* **Provided records**:
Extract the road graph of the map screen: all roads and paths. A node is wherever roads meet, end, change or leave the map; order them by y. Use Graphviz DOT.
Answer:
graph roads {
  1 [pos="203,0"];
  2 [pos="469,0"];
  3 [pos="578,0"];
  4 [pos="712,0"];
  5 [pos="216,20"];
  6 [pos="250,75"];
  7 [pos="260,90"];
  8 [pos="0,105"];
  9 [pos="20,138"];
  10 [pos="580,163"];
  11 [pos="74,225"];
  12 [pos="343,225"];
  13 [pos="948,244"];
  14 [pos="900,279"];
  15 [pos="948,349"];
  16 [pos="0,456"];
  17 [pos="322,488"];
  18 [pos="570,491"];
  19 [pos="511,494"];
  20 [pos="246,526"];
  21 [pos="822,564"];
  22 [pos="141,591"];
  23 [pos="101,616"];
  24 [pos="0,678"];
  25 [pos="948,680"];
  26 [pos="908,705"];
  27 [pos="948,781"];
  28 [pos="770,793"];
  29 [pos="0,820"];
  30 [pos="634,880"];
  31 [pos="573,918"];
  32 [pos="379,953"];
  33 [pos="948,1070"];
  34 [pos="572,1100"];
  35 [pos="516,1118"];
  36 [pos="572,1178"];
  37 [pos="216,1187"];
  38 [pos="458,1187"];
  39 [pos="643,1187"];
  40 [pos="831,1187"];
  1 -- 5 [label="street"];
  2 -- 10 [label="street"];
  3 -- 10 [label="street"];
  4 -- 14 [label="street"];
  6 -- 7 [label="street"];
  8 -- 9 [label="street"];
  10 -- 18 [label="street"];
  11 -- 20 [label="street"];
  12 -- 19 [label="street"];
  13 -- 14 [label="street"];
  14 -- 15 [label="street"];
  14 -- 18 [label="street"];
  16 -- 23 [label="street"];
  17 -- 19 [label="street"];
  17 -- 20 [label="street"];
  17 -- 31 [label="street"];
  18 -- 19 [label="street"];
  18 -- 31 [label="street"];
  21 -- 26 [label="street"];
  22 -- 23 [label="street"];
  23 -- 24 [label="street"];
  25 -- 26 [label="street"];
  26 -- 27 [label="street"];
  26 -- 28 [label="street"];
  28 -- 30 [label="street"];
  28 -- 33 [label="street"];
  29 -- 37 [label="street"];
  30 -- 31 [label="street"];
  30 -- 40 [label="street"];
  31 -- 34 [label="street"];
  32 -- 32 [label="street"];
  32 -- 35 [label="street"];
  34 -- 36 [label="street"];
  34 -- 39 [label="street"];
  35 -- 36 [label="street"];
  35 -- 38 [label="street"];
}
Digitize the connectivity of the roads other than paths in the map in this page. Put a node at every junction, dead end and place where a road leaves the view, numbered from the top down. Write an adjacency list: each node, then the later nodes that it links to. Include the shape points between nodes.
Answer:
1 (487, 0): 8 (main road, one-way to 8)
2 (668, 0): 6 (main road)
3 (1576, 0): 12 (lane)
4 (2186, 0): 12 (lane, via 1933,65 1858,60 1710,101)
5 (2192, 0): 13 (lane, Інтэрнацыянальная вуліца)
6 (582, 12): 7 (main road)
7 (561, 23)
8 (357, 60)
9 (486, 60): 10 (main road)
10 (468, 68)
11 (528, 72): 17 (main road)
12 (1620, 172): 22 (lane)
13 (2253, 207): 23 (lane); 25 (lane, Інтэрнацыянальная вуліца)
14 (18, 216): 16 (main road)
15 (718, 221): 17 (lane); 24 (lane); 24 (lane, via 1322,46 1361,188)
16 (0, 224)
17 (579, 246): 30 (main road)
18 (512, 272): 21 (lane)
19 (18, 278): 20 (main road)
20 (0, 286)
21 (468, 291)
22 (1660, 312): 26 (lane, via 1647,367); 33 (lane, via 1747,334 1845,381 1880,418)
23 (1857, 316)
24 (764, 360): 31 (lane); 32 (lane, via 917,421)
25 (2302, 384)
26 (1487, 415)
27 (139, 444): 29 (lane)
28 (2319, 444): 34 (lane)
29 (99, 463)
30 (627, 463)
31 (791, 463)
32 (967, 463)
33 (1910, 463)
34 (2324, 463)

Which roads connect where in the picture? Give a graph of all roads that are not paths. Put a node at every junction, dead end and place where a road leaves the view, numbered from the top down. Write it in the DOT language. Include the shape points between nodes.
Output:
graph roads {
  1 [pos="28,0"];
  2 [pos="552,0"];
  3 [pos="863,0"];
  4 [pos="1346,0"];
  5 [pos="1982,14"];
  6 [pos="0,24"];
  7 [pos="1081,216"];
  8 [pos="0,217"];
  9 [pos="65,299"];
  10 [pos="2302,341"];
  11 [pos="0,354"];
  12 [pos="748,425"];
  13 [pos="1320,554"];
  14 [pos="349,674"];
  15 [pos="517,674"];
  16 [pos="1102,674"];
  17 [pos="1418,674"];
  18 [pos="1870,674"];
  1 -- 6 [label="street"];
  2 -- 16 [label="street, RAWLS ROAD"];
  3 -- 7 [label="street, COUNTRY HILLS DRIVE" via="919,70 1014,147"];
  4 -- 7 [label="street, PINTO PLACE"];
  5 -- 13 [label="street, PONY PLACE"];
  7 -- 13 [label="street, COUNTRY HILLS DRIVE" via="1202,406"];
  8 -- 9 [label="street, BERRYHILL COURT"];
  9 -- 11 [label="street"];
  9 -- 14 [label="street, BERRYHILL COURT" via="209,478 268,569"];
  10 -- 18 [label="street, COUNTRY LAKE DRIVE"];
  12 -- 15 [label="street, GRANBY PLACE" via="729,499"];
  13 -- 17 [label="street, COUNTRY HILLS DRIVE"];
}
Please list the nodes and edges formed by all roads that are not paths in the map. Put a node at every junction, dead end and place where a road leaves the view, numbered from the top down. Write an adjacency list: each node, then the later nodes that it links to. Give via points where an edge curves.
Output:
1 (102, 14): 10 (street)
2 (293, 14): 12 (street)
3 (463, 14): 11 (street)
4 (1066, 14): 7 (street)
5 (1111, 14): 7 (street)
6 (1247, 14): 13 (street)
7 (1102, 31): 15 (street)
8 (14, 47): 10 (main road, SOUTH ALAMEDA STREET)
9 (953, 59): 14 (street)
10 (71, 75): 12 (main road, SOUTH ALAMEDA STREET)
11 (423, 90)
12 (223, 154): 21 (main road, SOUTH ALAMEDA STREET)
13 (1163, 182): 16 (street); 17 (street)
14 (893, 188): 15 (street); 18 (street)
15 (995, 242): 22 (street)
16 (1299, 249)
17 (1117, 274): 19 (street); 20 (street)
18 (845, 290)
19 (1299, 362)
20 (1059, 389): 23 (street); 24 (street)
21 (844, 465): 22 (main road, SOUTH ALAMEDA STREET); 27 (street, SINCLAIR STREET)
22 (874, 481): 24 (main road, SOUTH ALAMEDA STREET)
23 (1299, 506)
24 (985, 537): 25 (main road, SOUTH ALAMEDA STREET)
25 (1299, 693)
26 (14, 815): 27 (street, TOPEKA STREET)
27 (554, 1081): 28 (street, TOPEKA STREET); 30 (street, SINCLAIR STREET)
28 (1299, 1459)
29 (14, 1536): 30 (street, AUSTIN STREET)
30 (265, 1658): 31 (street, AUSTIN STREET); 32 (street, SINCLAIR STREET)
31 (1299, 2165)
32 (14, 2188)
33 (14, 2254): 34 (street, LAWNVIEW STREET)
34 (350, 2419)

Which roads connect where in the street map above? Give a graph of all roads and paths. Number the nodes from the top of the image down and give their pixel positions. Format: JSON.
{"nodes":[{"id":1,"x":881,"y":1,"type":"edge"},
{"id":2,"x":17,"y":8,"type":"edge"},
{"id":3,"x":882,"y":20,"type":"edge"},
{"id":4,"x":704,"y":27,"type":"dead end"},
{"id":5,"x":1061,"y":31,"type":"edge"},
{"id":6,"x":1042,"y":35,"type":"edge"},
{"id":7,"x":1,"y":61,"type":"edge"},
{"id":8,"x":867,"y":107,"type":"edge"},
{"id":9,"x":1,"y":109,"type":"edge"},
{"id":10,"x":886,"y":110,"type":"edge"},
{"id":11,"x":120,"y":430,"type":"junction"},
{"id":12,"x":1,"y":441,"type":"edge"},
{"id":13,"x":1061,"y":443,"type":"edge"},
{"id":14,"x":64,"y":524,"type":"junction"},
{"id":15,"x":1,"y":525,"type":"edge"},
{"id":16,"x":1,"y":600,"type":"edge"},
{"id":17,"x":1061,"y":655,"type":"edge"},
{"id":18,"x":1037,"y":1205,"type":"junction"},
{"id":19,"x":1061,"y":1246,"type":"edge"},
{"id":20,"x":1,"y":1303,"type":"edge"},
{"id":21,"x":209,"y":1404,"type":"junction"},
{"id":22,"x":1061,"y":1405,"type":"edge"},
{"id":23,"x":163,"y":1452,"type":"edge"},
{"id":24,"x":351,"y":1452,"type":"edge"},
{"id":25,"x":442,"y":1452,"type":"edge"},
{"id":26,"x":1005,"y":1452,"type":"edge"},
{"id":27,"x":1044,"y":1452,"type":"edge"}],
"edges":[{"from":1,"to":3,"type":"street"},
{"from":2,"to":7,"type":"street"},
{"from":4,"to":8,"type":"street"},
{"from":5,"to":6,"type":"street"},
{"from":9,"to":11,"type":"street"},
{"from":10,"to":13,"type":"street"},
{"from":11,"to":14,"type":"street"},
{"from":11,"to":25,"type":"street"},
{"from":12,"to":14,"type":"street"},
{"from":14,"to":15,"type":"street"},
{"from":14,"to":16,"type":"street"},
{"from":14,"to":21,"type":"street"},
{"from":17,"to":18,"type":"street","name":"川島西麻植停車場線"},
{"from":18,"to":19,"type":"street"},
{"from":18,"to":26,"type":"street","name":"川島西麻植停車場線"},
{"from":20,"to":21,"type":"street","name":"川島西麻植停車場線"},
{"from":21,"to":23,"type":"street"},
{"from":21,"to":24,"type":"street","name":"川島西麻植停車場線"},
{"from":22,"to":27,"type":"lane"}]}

* **Work to complete**: Look through the entries above and find each line where the word "COUNTRY" occurs; copy those lines.

* **Answer section**:
  3 -- 7 [label="street, COUNTRY HILLS DRIVE" via="919,70 1014,147"];
  7 -- 13 [label="street, COUNTRY HILLS DRIVE" via="1202,406"];
  10 -- 18 [label="street, COUNTRY LAKE DRIVE"];
  13 -- 17 [label="street, COUNTRY HILLS DRIVE"];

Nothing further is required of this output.